[TASK INPUT Boundary: Start]

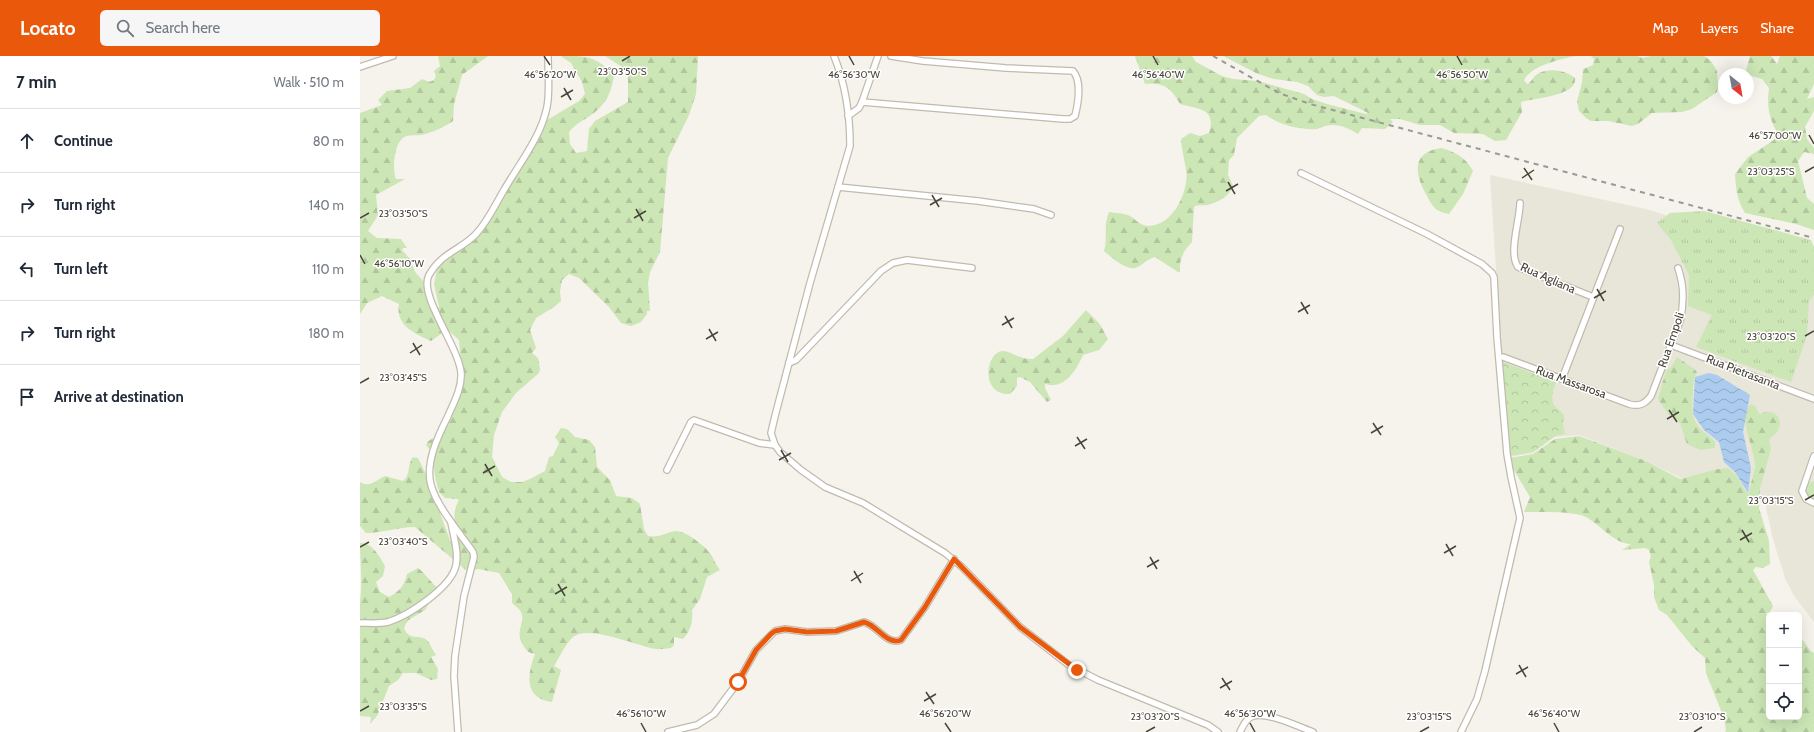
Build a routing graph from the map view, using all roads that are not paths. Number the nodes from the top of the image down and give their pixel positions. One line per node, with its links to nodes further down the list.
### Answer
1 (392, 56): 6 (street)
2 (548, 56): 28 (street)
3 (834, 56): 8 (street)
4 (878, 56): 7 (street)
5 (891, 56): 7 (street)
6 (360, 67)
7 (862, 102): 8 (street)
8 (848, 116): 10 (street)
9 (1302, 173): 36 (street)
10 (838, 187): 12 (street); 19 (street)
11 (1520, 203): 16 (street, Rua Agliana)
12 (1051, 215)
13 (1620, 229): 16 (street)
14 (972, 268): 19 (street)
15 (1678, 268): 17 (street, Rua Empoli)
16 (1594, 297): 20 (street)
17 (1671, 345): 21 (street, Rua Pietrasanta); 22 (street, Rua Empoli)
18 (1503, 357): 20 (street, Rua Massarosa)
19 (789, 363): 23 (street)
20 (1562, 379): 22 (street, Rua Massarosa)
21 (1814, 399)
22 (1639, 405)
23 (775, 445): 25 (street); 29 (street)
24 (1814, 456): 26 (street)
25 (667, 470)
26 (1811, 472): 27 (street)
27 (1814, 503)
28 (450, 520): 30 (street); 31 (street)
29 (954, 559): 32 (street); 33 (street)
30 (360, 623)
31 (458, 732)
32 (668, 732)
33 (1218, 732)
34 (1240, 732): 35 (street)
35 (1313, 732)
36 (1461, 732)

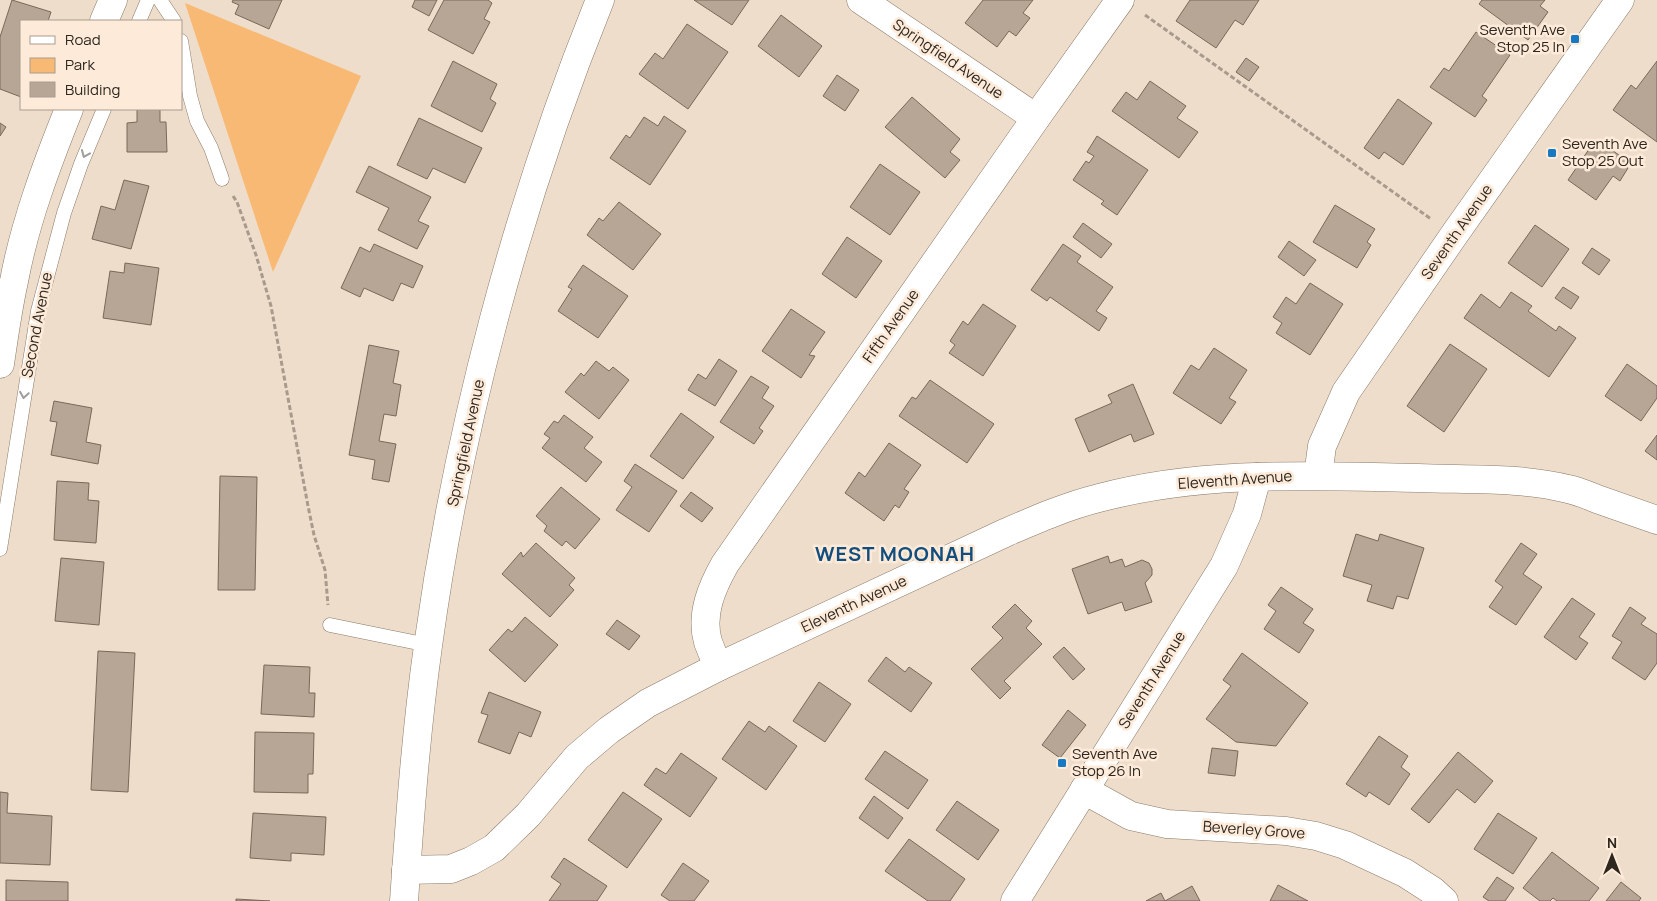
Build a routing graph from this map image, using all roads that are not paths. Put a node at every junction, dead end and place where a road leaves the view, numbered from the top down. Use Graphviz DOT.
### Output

[TASK INPUT Boundary: End]
[TASK INPUT Boundary: Start]

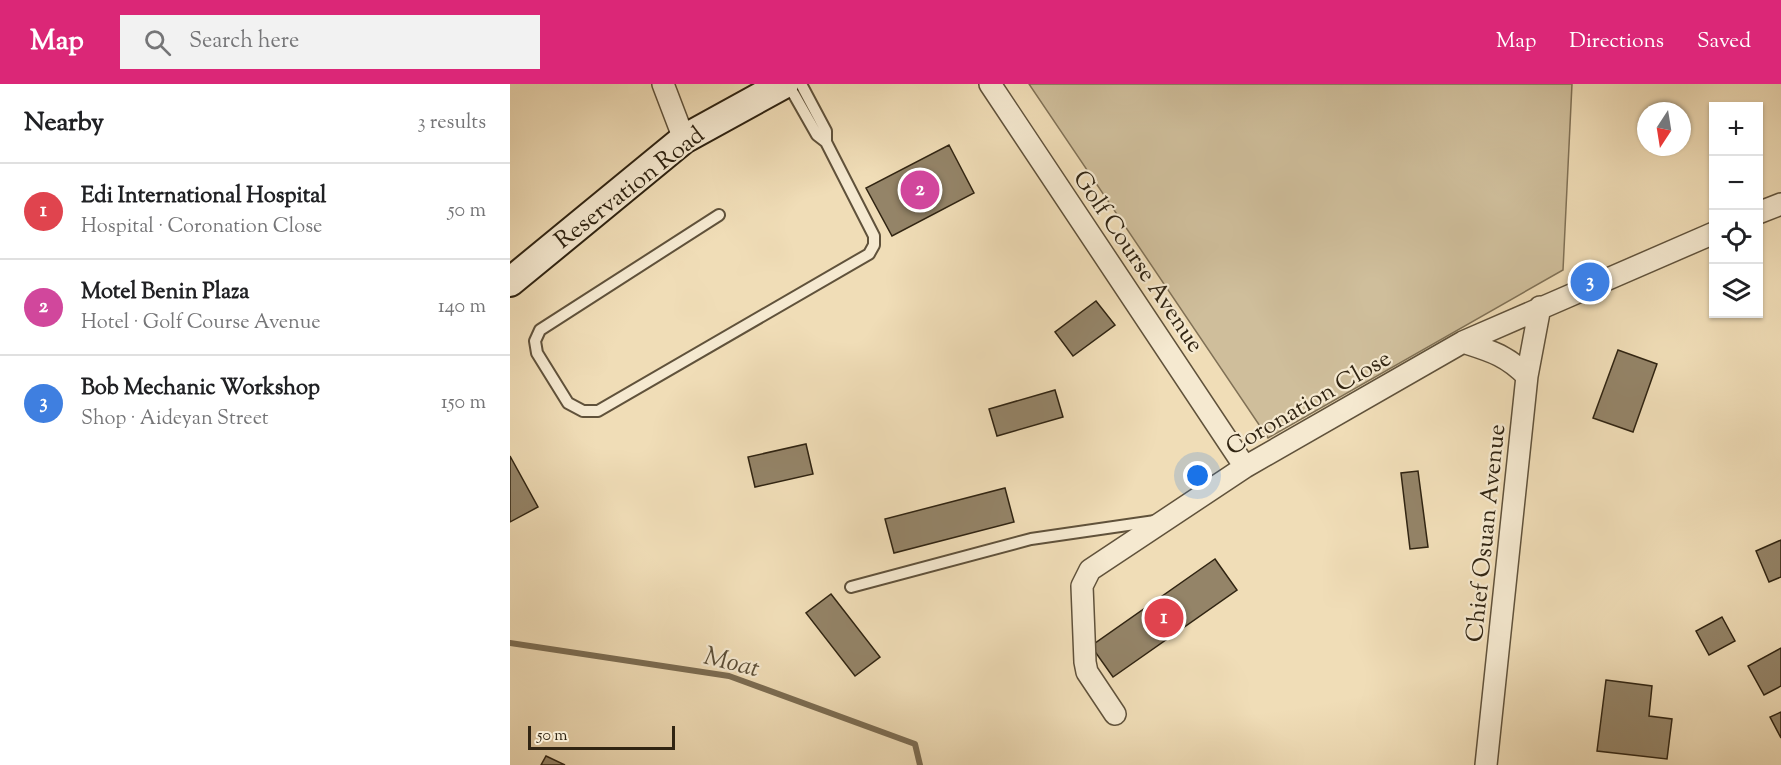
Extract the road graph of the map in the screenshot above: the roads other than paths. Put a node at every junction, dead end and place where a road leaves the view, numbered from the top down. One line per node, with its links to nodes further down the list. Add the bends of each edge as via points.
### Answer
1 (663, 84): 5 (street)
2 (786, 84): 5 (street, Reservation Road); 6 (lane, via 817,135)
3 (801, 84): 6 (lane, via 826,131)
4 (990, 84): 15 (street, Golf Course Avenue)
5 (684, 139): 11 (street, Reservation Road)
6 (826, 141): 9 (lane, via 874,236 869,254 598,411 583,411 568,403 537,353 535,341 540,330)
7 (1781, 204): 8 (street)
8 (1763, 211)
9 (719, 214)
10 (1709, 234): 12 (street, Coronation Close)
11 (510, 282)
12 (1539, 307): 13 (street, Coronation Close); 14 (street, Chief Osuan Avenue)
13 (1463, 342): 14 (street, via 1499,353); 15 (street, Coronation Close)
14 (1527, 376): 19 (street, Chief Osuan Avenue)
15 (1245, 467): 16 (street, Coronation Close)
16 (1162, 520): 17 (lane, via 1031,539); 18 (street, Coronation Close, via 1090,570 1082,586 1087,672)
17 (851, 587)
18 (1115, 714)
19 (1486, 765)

[TASK INPUT Boundary: End]

■ **ASSIGNMENT**
Identify each line in the entries with the word "list" and copy it.

■ **TASK SOLUTION**
Build a routing graph from the map view, using all roads that are not paths. Number the nodes from the top of the image down and give their pixel positions. One line per node, with its links to nodes further down the list.
Extract the road graph of the map in the screenshot above: the roads other than paths. Put a node at every junction, dead end and place where a road leaves the view, numbered from the top down. One line per node, with its links to nodes further down the list. Add the bends of each edge as via points.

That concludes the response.